**Task details**: Tell how many lines in the listing below contain the word "Królowej", giving the number alone.

**Material for the task**:
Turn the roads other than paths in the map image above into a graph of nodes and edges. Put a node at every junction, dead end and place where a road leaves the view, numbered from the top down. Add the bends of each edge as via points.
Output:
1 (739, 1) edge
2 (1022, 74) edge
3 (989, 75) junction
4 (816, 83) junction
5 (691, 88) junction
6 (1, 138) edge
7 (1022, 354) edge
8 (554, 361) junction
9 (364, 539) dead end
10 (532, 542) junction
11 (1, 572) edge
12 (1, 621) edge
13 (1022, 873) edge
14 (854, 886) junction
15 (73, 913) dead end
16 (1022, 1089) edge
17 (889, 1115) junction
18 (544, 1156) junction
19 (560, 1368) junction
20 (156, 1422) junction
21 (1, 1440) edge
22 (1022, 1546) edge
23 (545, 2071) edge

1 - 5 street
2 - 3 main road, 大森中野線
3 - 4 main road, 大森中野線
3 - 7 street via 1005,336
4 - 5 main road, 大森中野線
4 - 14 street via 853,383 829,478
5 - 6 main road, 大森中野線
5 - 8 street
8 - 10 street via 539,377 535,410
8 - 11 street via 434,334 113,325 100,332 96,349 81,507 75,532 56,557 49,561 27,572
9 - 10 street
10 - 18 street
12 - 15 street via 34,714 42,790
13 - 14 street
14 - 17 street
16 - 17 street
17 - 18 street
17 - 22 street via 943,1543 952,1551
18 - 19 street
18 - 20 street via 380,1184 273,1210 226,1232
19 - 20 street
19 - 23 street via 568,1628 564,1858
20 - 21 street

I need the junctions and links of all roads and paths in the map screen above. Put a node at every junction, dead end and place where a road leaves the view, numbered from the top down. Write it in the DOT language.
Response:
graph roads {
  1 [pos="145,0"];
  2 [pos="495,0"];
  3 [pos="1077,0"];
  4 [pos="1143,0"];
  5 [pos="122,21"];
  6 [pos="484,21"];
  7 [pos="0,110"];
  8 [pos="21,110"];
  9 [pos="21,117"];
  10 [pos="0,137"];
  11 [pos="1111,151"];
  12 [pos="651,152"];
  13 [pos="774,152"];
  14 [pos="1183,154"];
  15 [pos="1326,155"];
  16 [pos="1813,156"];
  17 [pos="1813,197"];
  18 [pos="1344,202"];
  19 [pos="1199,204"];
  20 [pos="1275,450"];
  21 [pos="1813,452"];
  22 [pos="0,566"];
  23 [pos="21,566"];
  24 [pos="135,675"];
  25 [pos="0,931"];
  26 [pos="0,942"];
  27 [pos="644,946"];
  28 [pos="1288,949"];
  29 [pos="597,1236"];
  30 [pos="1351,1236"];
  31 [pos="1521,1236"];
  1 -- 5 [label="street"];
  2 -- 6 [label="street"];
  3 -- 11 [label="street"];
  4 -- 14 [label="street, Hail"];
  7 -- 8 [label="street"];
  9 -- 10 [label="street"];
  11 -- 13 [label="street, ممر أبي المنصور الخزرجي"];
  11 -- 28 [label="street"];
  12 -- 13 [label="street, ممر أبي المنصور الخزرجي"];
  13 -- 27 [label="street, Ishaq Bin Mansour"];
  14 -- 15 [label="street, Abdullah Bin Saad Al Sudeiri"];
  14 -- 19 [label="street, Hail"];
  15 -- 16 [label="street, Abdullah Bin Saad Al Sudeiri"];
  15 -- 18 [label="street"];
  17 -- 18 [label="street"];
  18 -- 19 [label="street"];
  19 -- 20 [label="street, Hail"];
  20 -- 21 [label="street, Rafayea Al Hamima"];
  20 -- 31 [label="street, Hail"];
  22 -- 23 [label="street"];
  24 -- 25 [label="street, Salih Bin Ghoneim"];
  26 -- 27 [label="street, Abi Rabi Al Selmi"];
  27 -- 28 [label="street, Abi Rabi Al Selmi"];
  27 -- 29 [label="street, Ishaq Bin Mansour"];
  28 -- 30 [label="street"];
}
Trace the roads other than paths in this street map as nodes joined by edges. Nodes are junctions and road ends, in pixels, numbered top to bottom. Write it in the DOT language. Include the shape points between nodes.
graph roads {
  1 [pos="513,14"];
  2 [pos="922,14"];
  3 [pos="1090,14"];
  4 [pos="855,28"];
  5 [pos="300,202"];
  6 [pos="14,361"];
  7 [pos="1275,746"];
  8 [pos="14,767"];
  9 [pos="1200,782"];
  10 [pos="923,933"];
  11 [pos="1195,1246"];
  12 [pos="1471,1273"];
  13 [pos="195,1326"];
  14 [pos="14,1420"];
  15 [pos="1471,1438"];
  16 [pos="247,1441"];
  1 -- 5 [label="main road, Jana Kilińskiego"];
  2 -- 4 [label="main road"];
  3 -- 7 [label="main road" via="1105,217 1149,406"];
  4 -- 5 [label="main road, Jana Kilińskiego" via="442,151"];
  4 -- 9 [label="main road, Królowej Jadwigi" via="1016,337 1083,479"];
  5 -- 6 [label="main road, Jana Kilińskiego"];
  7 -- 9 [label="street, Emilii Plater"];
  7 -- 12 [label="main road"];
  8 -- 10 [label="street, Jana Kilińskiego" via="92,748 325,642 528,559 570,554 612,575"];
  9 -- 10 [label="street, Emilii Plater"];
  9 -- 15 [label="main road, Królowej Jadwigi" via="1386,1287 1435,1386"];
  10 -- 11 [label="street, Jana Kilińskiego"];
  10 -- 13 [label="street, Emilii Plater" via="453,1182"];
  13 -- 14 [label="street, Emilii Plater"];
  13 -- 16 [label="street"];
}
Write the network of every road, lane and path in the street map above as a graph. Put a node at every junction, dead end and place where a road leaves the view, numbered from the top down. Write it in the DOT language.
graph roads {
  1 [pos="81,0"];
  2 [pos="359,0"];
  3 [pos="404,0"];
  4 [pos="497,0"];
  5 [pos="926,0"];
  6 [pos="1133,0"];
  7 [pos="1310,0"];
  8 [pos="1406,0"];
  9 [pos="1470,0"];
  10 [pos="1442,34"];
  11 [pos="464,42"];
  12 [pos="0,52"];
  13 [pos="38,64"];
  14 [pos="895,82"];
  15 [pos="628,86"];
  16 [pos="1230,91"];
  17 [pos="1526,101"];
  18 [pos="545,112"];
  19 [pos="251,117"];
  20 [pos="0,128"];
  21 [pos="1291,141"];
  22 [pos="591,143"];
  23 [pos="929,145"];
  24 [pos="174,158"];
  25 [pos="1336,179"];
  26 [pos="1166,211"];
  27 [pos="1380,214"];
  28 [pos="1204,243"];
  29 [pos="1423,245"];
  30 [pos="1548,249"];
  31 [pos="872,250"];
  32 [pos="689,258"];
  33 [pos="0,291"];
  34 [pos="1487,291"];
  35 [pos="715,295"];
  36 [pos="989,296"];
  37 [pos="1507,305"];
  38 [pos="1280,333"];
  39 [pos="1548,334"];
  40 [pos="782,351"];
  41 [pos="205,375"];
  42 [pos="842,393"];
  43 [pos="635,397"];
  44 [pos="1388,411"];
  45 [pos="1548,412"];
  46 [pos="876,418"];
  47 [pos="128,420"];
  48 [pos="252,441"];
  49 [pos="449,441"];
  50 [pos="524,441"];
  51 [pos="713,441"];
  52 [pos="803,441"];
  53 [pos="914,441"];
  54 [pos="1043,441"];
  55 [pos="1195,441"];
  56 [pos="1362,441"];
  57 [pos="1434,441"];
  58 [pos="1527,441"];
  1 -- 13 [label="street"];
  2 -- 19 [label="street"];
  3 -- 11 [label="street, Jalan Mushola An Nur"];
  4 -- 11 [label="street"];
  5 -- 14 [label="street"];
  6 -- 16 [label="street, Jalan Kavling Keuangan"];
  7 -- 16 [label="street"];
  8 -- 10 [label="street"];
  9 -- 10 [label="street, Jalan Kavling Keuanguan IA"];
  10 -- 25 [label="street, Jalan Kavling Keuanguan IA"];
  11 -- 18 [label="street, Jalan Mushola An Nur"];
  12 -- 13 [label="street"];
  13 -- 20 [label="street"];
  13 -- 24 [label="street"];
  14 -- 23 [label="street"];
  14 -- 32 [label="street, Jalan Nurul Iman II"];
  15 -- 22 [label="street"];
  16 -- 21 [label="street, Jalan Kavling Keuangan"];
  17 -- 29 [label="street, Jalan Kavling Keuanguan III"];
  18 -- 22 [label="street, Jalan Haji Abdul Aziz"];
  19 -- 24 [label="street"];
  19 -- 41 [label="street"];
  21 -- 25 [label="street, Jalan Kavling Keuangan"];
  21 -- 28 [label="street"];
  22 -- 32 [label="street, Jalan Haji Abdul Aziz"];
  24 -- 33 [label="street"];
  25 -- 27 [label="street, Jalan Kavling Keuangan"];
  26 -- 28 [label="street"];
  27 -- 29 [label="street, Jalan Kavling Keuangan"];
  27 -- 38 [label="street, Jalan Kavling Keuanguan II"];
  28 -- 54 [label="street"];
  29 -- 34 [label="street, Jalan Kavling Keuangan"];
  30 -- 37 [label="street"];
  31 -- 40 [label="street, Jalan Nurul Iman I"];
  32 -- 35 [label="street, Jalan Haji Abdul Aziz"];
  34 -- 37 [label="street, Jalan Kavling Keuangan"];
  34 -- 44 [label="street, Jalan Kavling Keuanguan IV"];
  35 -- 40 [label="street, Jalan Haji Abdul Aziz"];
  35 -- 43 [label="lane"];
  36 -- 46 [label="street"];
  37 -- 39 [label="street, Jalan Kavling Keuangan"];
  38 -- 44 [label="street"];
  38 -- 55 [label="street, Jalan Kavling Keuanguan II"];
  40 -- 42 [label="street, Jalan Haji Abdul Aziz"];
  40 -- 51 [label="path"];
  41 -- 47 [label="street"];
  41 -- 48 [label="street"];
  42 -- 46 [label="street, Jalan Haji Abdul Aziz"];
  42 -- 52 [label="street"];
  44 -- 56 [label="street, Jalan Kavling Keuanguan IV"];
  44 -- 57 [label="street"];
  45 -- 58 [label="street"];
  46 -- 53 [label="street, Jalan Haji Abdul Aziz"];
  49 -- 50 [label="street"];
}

**Worked solution**: 2